» Exercise aim: All of the data needs to come back exactly as written.

» Dataset:
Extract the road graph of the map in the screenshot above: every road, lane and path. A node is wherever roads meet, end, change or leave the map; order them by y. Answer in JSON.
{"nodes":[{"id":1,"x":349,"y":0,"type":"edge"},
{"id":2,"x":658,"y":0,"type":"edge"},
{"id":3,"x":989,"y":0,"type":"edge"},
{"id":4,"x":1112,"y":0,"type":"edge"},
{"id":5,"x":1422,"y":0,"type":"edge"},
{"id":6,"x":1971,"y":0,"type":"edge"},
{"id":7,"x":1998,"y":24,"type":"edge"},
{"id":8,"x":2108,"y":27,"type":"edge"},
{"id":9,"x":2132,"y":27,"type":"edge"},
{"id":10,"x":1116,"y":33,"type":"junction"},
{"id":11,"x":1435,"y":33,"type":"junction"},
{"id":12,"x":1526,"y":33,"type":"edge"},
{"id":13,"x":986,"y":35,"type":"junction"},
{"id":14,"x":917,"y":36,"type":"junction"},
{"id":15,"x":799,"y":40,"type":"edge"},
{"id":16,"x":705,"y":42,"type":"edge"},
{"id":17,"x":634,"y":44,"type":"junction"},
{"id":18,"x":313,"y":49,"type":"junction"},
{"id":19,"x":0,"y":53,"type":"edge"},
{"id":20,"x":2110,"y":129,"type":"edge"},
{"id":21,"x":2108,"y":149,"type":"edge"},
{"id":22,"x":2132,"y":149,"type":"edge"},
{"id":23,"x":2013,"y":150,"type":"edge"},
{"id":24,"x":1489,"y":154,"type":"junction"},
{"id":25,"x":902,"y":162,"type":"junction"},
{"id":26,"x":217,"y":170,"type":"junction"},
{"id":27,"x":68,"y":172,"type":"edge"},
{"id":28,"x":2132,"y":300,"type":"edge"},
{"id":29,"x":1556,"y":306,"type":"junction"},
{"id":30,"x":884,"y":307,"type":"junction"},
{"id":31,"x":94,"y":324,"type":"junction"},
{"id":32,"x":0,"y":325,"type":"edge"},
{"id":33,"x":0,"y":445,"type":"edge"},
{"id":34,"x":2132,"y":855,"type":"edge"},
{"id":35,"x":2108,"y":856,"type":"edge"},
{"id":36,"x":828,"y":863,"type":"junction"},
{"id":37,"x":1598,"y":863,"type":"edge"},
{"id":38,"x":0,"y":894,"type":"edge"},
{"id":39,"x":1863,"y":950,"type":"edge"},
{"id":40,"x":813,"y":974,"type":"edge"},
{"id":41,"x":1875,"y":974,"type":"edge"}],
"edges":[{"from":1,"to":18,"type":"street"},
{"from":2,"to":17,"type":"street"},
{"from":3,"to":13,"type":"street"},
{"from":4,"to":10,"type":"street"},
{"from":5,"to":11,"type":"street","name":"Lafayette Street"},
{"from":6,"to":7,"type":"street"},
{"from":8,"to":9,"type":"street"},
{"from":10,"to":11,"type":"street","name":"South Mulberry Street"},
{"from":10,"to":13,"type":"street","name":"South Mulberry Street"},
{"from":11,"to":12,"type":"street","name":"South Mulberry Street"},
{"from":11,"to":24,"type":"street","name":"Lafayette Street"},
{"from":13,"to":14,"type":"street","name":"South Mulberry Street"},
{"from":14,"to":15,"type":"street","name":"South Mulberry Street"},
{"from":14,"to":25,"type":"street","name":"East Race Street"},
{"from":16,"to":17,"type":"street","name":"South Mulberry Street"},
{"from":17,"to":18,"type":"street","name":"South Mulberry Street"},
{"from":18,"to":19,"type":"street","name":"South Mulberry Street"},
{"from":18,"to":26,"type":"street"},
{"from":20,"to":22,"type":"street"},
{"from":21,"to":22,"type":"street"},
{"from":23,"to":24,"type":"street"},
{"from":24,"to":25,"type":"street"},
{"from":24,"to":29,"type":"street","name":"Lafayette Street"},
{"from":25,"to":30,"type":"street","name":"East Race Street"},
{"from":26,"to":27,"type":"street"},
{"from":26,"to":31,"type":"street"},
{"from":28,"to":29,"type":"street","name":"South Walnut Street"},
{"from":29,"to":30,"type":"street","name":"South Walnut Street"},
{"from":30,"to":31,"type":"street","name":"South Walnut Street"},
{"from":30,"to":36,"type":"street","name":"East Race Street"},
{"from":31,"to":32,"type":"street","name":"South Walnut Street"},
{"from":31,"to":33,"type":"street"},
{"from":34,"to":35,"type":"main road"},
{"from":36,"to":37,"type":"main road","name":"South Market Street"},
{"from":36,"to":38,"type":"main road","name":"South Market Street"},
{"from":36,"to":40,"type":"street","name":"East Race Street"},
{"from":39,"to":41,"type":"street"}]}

» Response to this exercise:
Extract the road graph of the map in the screenshot above: every road, lane and path. A node is wherever roads meet, end, change or leave the map; order them by y. Answer in JSON.
{"nodes":[{"id":1,"x":349,"y":0,"type":"edge"},
{"id":2,"x":658,"y":0,"type":"edge"},
{"id":3,"x":989,"y":0,"type":"edge"},
{"id":4,"x":1112,"y":0,"type":"edge"},
{"id":5,"x":1422,"y":0,"type":"edge"},
{"id":6,"x":1971,"y":0,"type":"edge"},
{"id":7,"x":1998,"y":24,"type":"edge"},
{"id":8,"x":2108,"y":27,"type":"edge"},
{"id":9,"x":2132,"y":27,"type":"edge"},
{"id":10,"x":1116,"y":33,"type":"junction"},
{"id":11,"x":1435,"y":33,"type":"junction"},
{"id":12,"x":1526,"y":33,"type":"edge"},
{"id":13,"x":986,"y":35,"type":"junction"},
{"id":14,"x":917,"y":36,"type":"junction"},
{"id":15,"x":799,"y":40,"type":"edge"},
{"id":16,"x":705,"y":42,"type":"edge"},
{"id":17,"x":634,"y":44,"type":"junction"},
{"id":18,"x":313,"y":49,"type":"junction"},
{"id":19,"x":0,"y":53,"type":"edge"},
{"id":20,"x":2110,"y":129,"type":"edge"},
{"id":21,"x":2108,"y":149,"type":"edge"},
{"id":22,"x":2132,"y":149,"type":"edge"},
{"id":23,"x":2013,"y":150,"type":"edge"},
{"id":24,"x":1489,"y":154,"type":"junction"},
{"id":25,"x":902,"y":162,"type":"junction"},
{"id":26,"x":217,"y":170,"type":"junction"},
{"id":27,"x":68,"y":172,"type":"edge"},
{"id":28,"x":2132,"y":300,"type":"edge"},
{"id":29,"x":1556,"y":306,"type":"junction"},
{"id":30,"x":884,"y":307,"type":"junction"},
{"id":31,"x":94,"y":324,"type":"junction"},
{"id":32,"x":0,"y":325,"type":"edge"},
{"id":33,"x":0,"y":445,"type":"edge"},
{"id":34,"x":2132,"y":855,"type":"edge"},
{"id":35,"x":2108,"y":856,"type":"edge"},
{"id":36,"x":828,"y":863,"type":"junction"},
{"id":37,"x":1598,"y":863,"type":"edge"},
{"id":38,"x":0,"y":894,"type":"edge"},
{"id":39,"x":1863,"y":950,"type":"edge"},
{"id":40,"x":813,"y":974,"type":"edge"},
{"id":41,"x":1875,"y":974,"type":"edge"}],
"edges":[{"from":1,"to":18,"type":"street"},
{"from":2,"to":17,"type":"street"},
{"from":3,"to":13,"type":"street"},
{"from":4,"to":10,"type":"street"},
{"from":5,"to":11,"type":"street","name":"Lafayette Street"},
{"from":6,"to":7,"type":"street"},
{"from":8,"to":9,"type":"street"},
{"from":10,"to":11,"type":"street","name":"South Mulberry Street"},
{"from":10,"to":13,"type":"street","name":"South Mulberry Street"},
{"from":11,"to":12,"type":"street","name":"South Mulberry Street"},
{"from":11,"to":24,"type":"street","name":"Lafayette Street"},
{"from":13,"to":14,"type":"street","name":"South Mulberry Street"},
{"from":14,"to":15,"type":"street","name":"South Mulberry Street"},
{"from":14,"to":25,"type":"street","name":"East Race Street"},
{"from":16,"to":17,"type":"street","name":"South Mulberry Street"},
{"from":17,"to":18,"type":"street","name":"South Mulberry Street"},
{"from":18,"to":19,"type":"street","name":"South Mulberry Street"},
{"from":18,"to":26,"type":"street"},
{"from":20,"to":22,"type":"street"},
{"from":21,"to":22,"type":"street"},
{"from":23,"to":24,"type":"street"},
{"from":24,"to":25,"type":"street"},
{"from":24,"to":29,"type":"street","name":"Lafayette Street"},
{"from":25,"to":30,"type":"street","name":"East Race Street"},
{"from":26,"to":27,"type":"street"},
{"from":26,"to":31,"type":"street"},
{"from":28,"to":29,"type":"street","name":"South Walnut Street"},
{"from":29,"to":30,"type":"street","name":"South Walnut Street"},
{"from":30,"to":31,"type":"street","name":"South Walnut Street"},
{"from":30,"to":36,"type":"street","name":"East Race Street"},
{"from":31,"to":32,"type":"street","name":"South Walnut Street"},
{"from":31,"to":33,"type":"street"},
{"from":34,"to":35,"type":"main road"},
{"from":36,"to":37,"type":"main road","name":"South Market Street"},
{"from":36,"to":38,"type":"main road","name":"South Market Street"},
{"from":36,"to":40,"type":"street","name":"East Race Street"},
{"from":39,"to":41,"type":"street"}]}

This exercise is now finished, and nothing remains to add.